В те же годы, тотчас по окончании университета, Аверинцев был вовлечен в большую просветительскую работу по переводу античных языческих и христианских авторов для различного рода антологий. Здесь ему пришлось овладеть, во-первых, сложными поэтическими формами, которыми так изобилует древняя поэзия, в особенности ли­тургическая, и, во-вторых, архаическими ресурсами родного языка, прежде всего в его церковном, церковно-славянском облике. Он пере­водил и комментирование только близких ему по университетскому образованию греческих и латинских авторов, но взялся за сирийских и, наконец, еврейских. В 90-е годы, когда в печати появились его ори­гинальные стихи, большей частью духовного содержания, стал ясен еще один мотив его переводческой деятельности. Биографическая ста­тья о нем, напечатанная в «Православной энциклопедии» (М., 2000), добавляет к его профессиональным занятиям «филолога, историка христианской культуры, литературоведа» не совсем обычное в этом наборе эпитетов звание — «поэта» (т. 1, с. 126). В частности, он пе­реводил Платона, Менандра и Плутарха, Климента Александрийско­го и Иоанна Златоуста, Григория Богослова и Григория Нисского, Ефрема Сирина, Романа Сладкопевца и Иоанна Дамаскина, Иеронима, Амвросия и Фому Аквинского, патриарха Сергия и Феодора Студита, Кассию и Симеона Нового Богослова, Адама Сен-Викторского и вагантов, равно как и других древних и средневековых авторов, из­вестных тогда в России только понаслышке. Наконец, он перевел три синоптических Евангелия, Псалтырь и Книгу Иова. Этот размах дея­тельности заставляет вспомнить фигуры Возрождения и раннего ра­ционализма, именуемые по своему кругу интересов и размаху науч­ной деятельности гуманистами, полигисторами и эрудитами. Интерес к новой и новейшей литературе отразился в переводах из Гете, Гельдерлина, Рильке, Тракля и др.

Более двадцати лет Сергей Сергеевич был сотрудником Инсти­тута мировой литературы АН СССР, где со временем возглавил Сек­тор античной и византийской литературы. Здесь ему тоже пришлось немало заниматься просветительской работой; то была эпоха, когда индивидуальные научные темы не поощрялись, и научные работни­ки в обязательном порядке участвовали в создании «коллективных монографий». Институт и Сектор публиковали тогда сборники, но­сившие названия «Античность и Византия», «Античное наследие н культуре Возрождения», «Традиция в истории культуры» и тому подобное; кроме того, шла работа над многотомной историей Визан­тии, Краткой литературной энциклопедией, Историей всемирной ли­тературы.
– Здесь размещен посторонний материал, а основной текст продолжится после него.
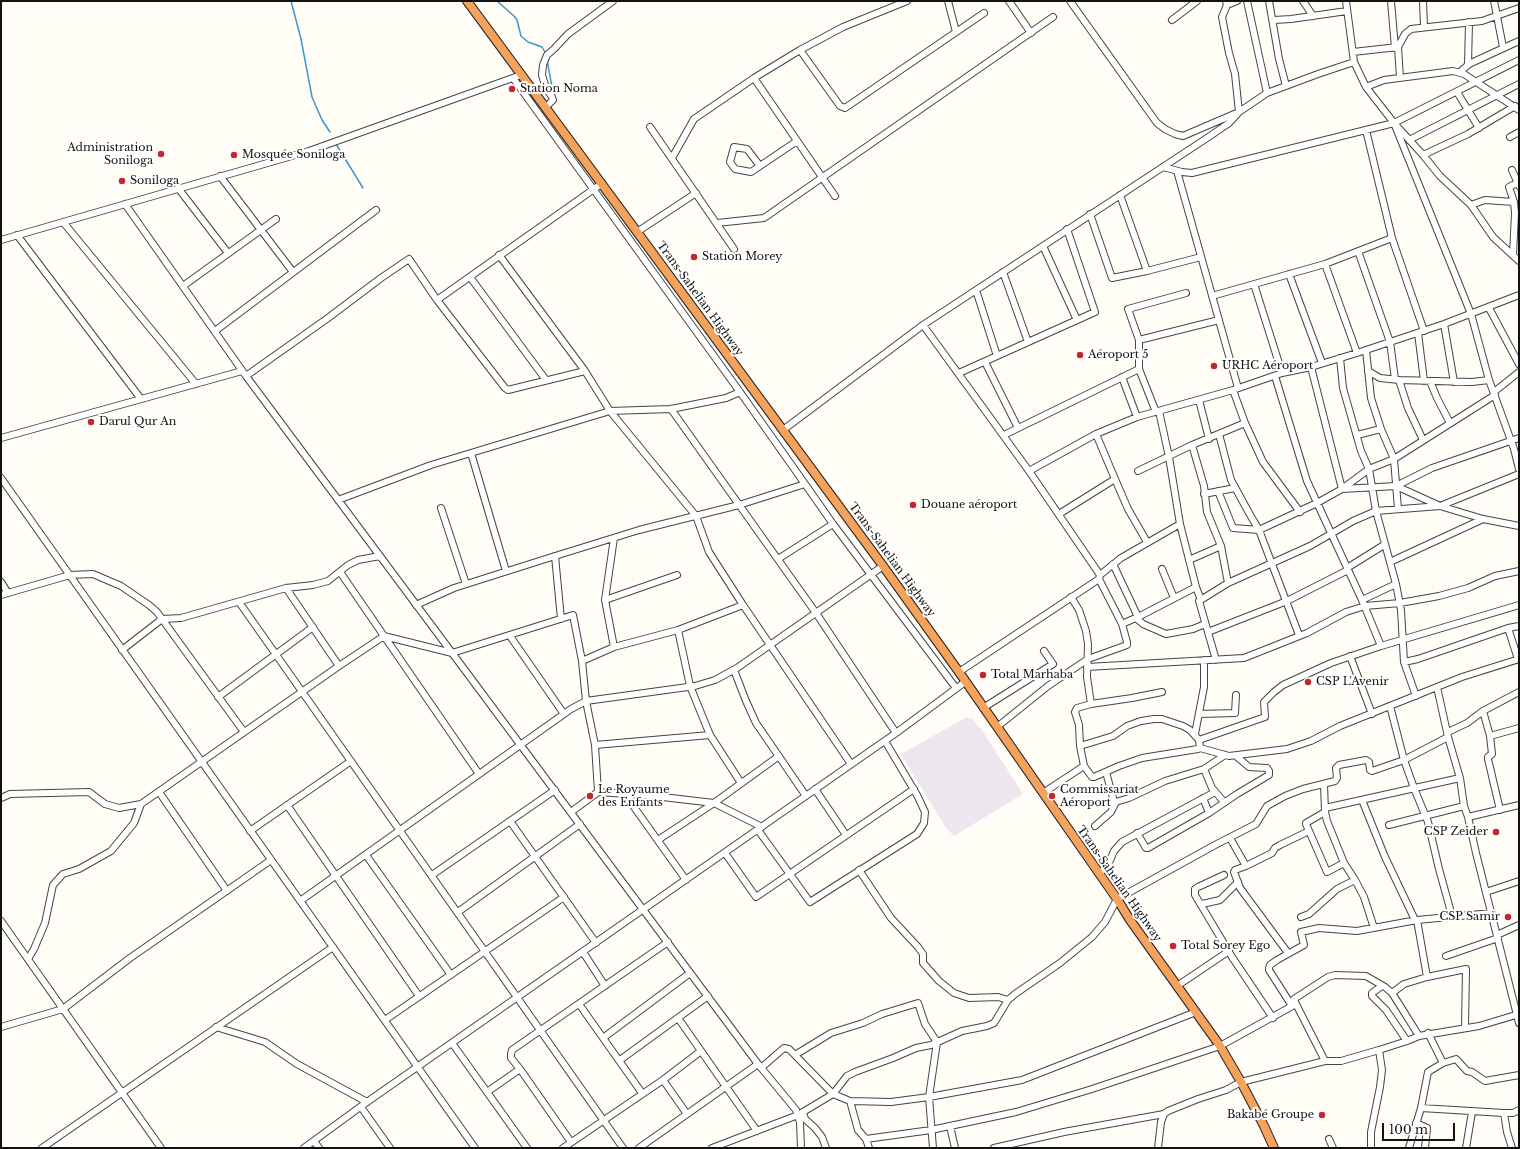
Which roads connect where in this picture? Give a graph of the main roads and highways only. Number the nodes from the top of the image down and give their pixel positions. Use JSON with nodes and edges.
{"nodes":[{"id":1,"x":467,"y":1,"type":"edge"},
{"id":2,"x":1274,"y":1148,"type":"edge"}],
"edges":[{"from":1,"to":2,"type":"highway","name":"Trans-Sahelian Highway"}]}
Аверинцев участвовал во всех этих начинаниях как автор или редактор, в них он поместил немало очерков, дающих широкую картину различных периодов византийской литературы, затем он расширил свой научный диапазон, охватив еврейскую и некоторые другие ближневосточные литературы. Две его диссертации были по­следовательно посвящены вопросу жанра в поздней греческой лите­ратуре, который, как уже упоминалось ранее, он исследовал на ма­териале сочинений Плутарха, и поэтике ранневизантийской литера­туры; докторская диссертация была защищена им в 1980 г. Выделение раннего периода в византийской литературе позволило ему использо­вать библейские тексты для решения задач исторической поэтики.

Естественный человеческий и научный интерес к Библии и рели­гии был в те годы подавляем, публичное обсуждение этих вопросов не допускалось. Однако медиевисты, то есть историки средневековой письменности и культуры, не могли обойти их полным молчанием, в том или другом виде они отвоевывали себе место в печати. Иногда достаточно было применить для камуфляжа новую терминологию, назвав, например, церковно-славянский язык «древнеславянским ли­тературно-письменным языком», Евангелие — «памятником тради­ционного содержания». В другом случае приходилось подчеркивать социальный и даже антицерковный характер какого-либо источни­ка, чтобы оправдать его изучение: так, получило широкое развитие изучение культуры, литературы и даже богословской мысли старооб­рядцев, поскольку они составляли «протестную» группу в истории русской Церкви, при том, что недопустимым оставалось изучение ра­бот их оппонентов. Лингвистическое или лингвостилистическое ис­следование какого-либо религиозного источника позволяло слегка ка­саться вопросов библеистики и богословия, поэтому в славистике по­лучило широкое распространение изучение библейских рукописей в качестве источников по истории языка, множество работ в 70-е гг. было посвящено истории русского литературного языка, поскольку все почти источники его средневекового периода были церковными, богослужебными или богословскими по своему содержанию. Были ли научные интересы Аверинцева продиктованы такими же причинами? Однозначно на этот вопрос ответить трудно.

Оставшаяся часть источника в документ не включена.